§ **Available records**:

::::::::::

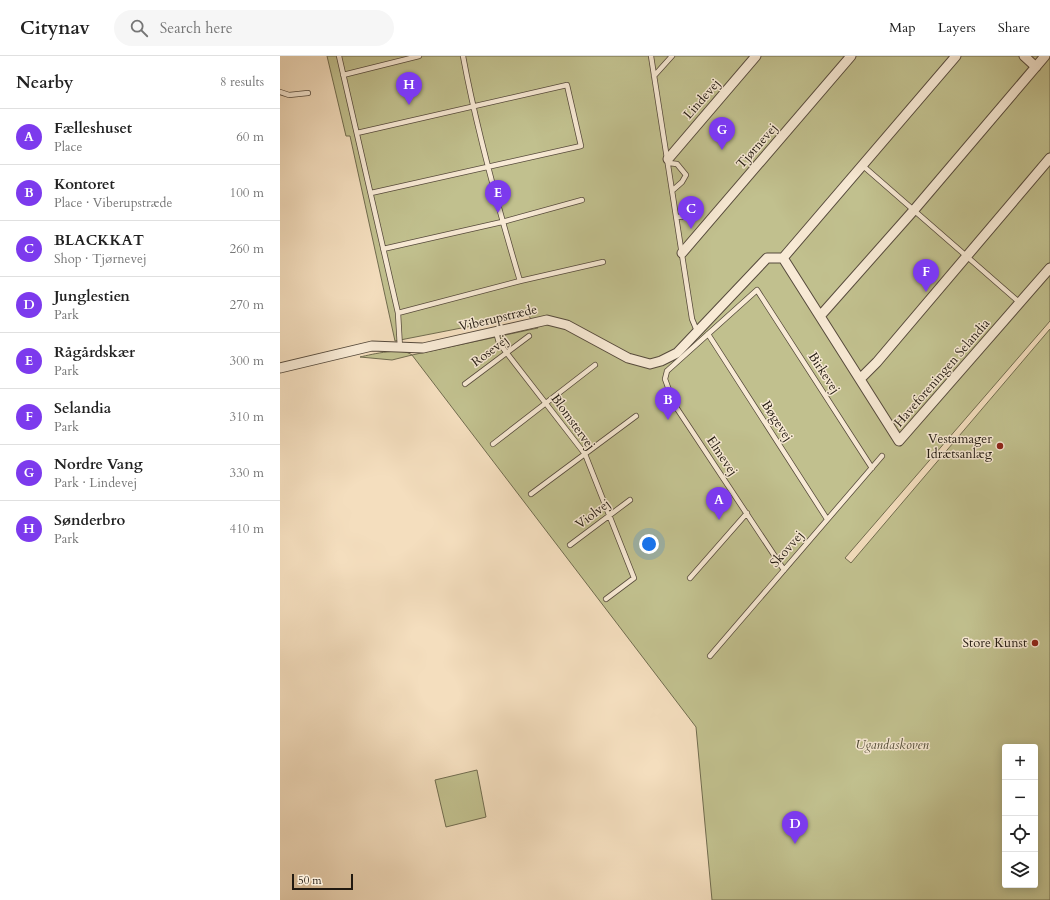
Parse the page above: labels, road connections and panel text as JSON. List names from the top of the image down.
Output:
{
  "streets": {
    "street": [
      "Lindevej",
      "Tjørnevej",
      "Viberupstræde",
      "Haveforeningen Selandia"
    ],
    "lane": [
      "Rosevej",
      "Birkevej",
      "Bøgevej",
      "Blomstervej",
      "Elmevej",
      "Violvej",
      "Skovvej"
    ]
  },
  "crossings": [
    ["Viberupstræde", "Haveforeningen Selandia"],
    ["Viberupstræde", "Blomstervej"],
    ["Viberupstræde", "Elmevej"],
    ["Rosevej", "Blomstervej"],
    ["Birkevej", "Bøgevej"],
    ["Birkevej", "Skovvej"],
    ["Bøgevej", "Skovvej"],
    ["Blomstervej", "Violvej"],
    ["Elmevej", "Skovvej"]
  ],
  "parks": ["Ugandaskoven"],
  "places": ["Vestamager Idrætsanlæg", "Store Kunst"],
  "scale_bar": "50 m",
  "page": {
    "header": "Citynav",
    "search": "Search here",
    "nav": ["Map", "Layers", "Share"],
    "heading": ["Nearby", "8 results"],
    "pins": [
      "H",
      "G",
      "E",
      "C",
      "F",
      "B",
      "A",
      "D"
    ],
    "list": [
      {
        "mark": "A",
        "name": "Fælleshuset",
        "note": "Place",
        "value": "60 m"
      },
      {
        "mark": "B",
        "name": "Kontoret",
        "note": "Place · Viberupstræde",
        "value": "100 m"
      },
      {
        "mark": "C",
        "name": "BLACKKAT",
        "note": "Shop · Tjørnevej",
        "value": "260 m"
      },
      {
        "mark": "D",
        "name": "Junglestien",
        "note": "Park",
        "value": "270 m"
      },
      {
        "mark": "E",
        "name": "Rågårdskær",
        "note": "Park",
        "value": "300 m"
      },
      {
        "mark": "F",
        "name": "Selandia",
        "note": "Park",
        "value": "310 m"
      },
      {
        "mark": "G",
        "name": "Nordre Vang",
        "note": "Park · Lindevej",
        "value": "330 m"
      },
      {
        "mark": "H",
        "name": "Sønderbro",
        "note": "Park",
        "value": "410 m"
      }
    ],
    "map_buttons": ["+", "−"],
    "scale": "50 m"
  }
}
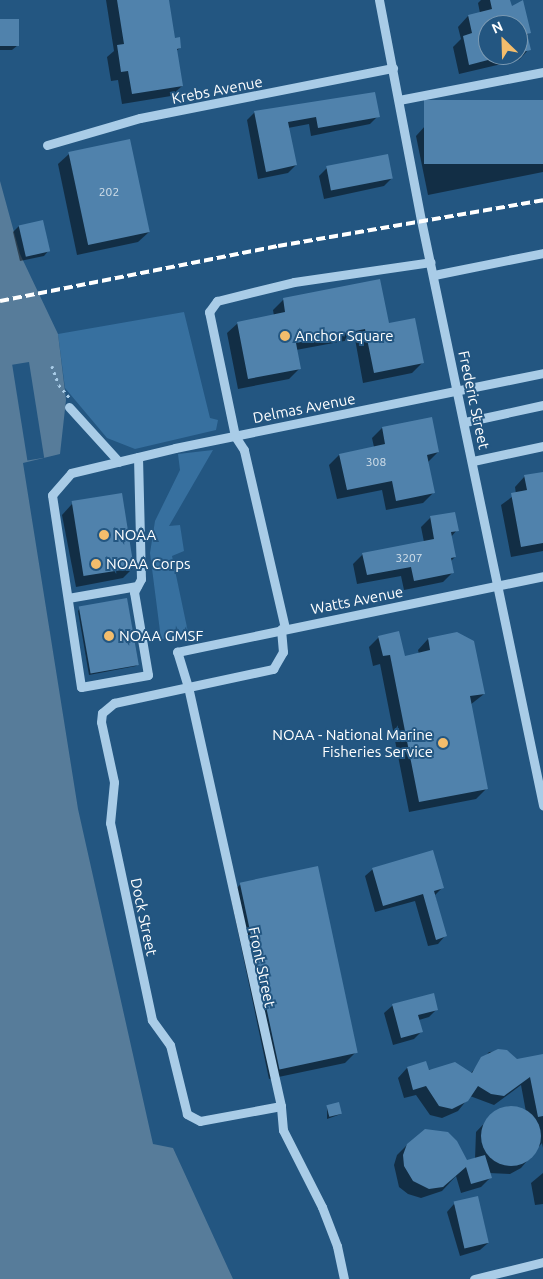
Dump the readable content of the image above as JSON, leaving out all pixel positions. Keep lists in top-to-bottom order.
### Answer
{
  "streets": {
    "street": [
      "Krebs Avenue",
      "Frederic Street",
      "Delmas Avenue",
      "Watts Avenue",
      "Dock Street",
      "Front Street"
    ]
  },
  "crossings": [
    ["Krebs Avenue", "Frederic Street"],
    ["Frederic Street", "Delmas Avenue"],
    ["Frederic Street", "Watts Avenue"],
    ["Watts Avenue", "Front Street"],
    ["Dock Street", "Front Street"]
  ],
  "places": [
    "Anchor Square",
    "NOAA",
    "NOAA Corps",
    "NOAA GMSF",
    "NOAA - National Marine Fisheries Service"
  ],
  "house_numbers": ["202", "308", "3207"],
  "north": "top left"
}
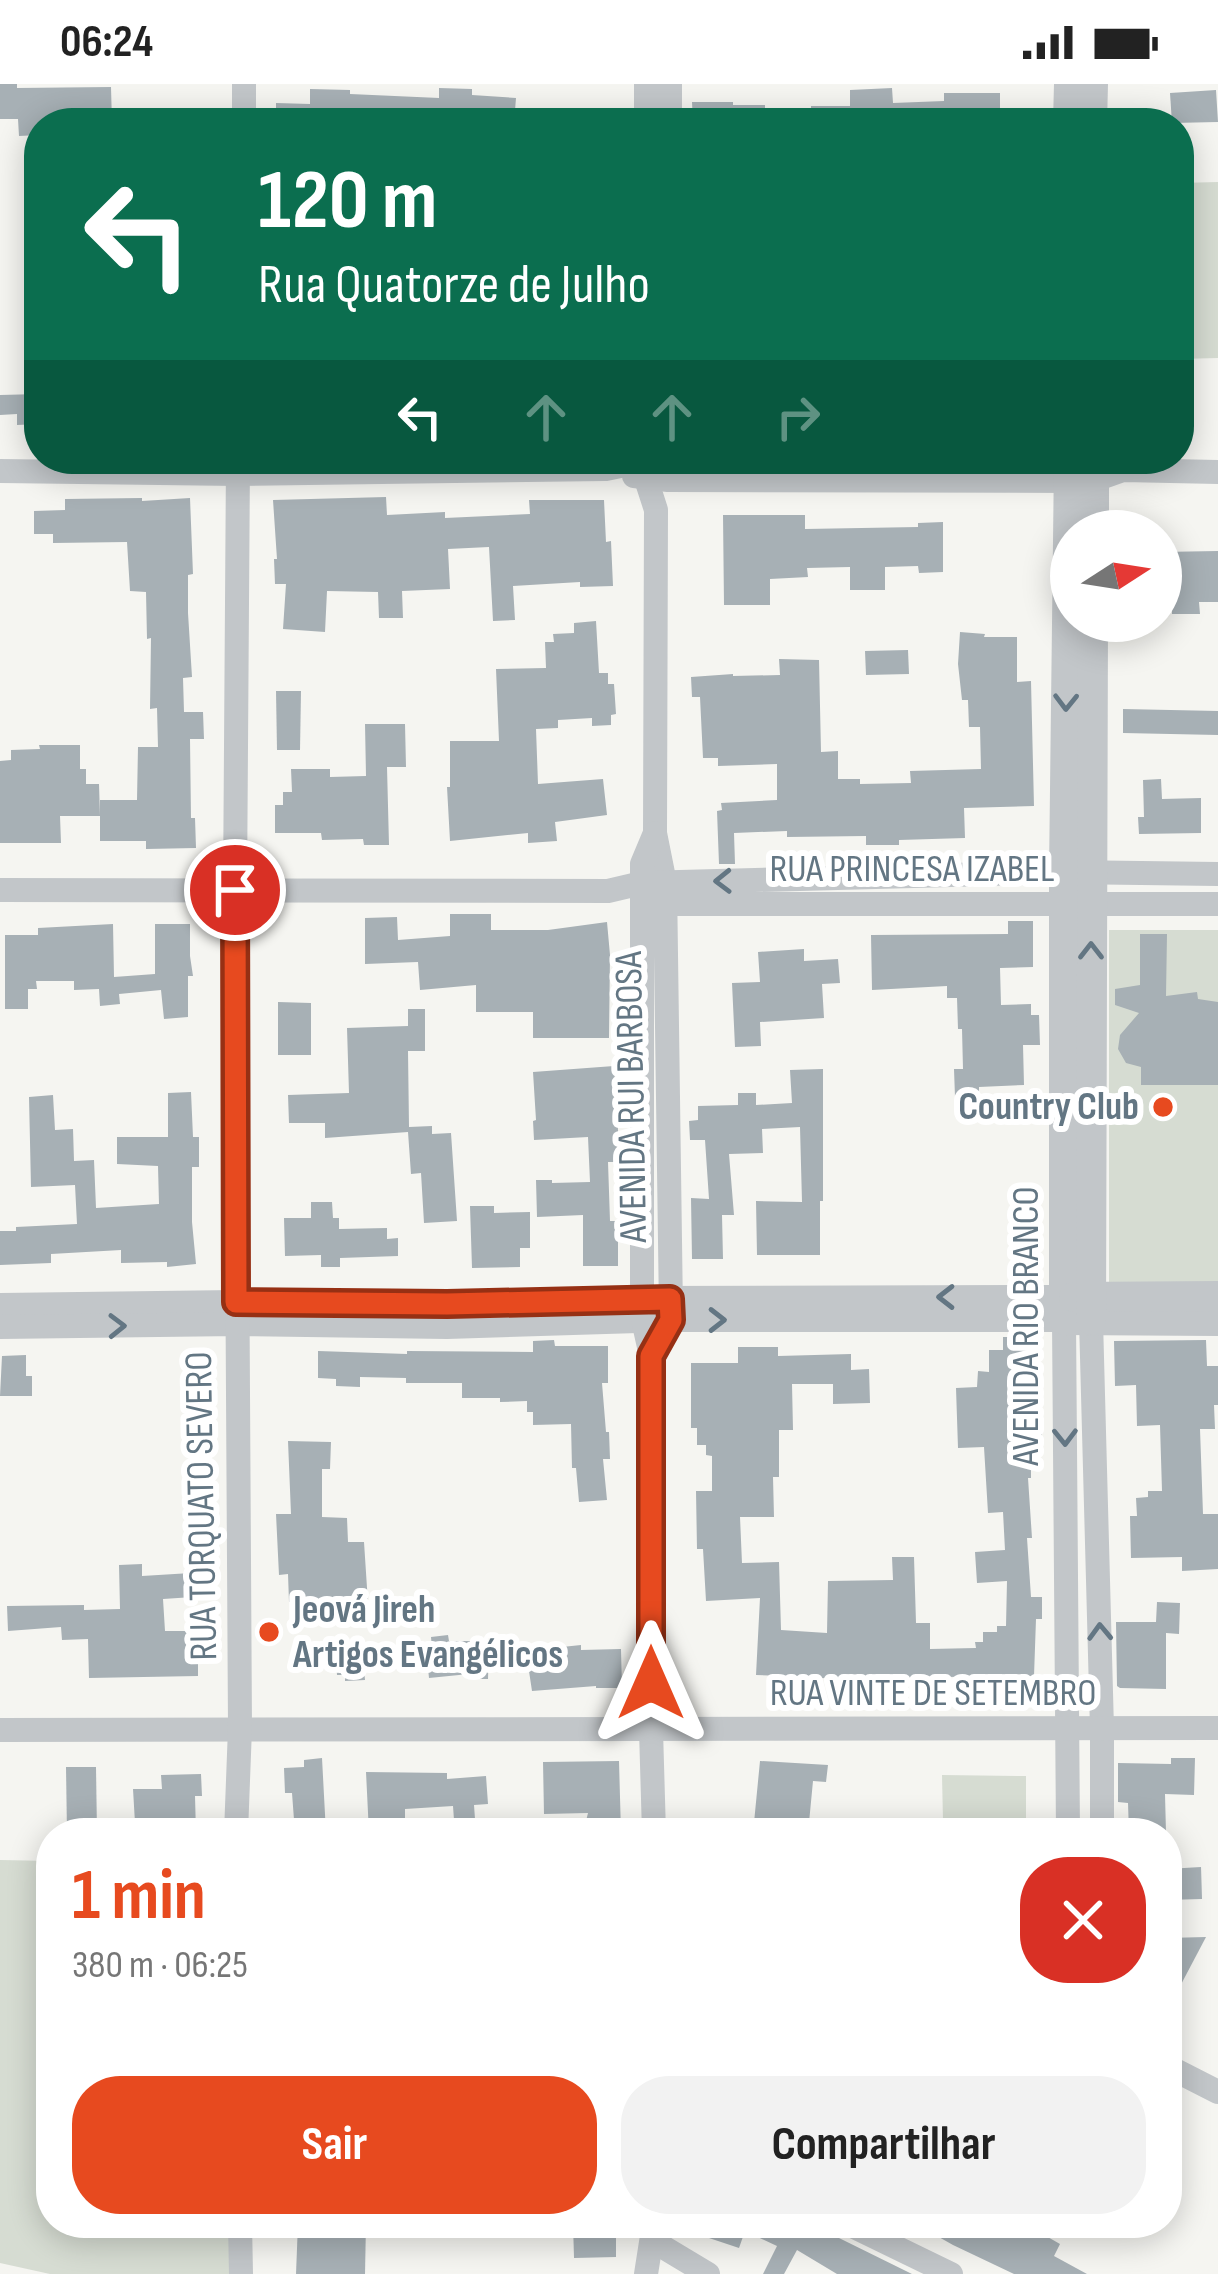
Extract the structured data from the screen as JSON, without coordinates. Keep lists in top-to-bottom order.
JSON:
{
  "streets": {
    "street": [
      "RUA PRINCESA IZABEL",
      "AVENIDA RUI BARBOSA",
      "AVENIDA RIO BRANCO",
      "RUA TORQUATO SEVERO",
      "RUA VINTE DE SETEMBRO"
    ]
  },
  "crossings": [
    ["RUA PRINCESA IZABEL", "AVENIDA RUI BARBOSA"],
    ["RUA PRINCESA IZABEL", "AVENIDA RIO BRANCO"],
    ["RUA PRINCESA IZABEL", "RUA TORQUATO SEVERO"],
    ["AVENIDA RUI BARBOSA", "RUA VINTE DE SETEMBRO"],
    ["AVENIDA RIO BRANCO", "RUA VINTE DE SETEMBRO"],
    ["RUA TORQUATO SEVERO", "RUA VINTE DE SETEMBRO"]
  ],
  "places": ["Country Club", "Jeová Jireh Artigos Evangélicos"],
  "north": "right",
  "page": {
    "status": "06:24",
    "turn": ["120 m", "Rua Quatorze de Julho"],
    "heading": ["1 min", "380 m · 06:25"],
    "buttons": ["Sair", "Compartilhar"]
  }
}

::::::::::

§ **What this task involves**: Return a copy of each line in the entries that contains "Watts".

§ **Your response**:
      "Watts Avenue",
    ["Frederic Street", "Watts Avenue"],
    ["Watts Avenue", "Front Street"],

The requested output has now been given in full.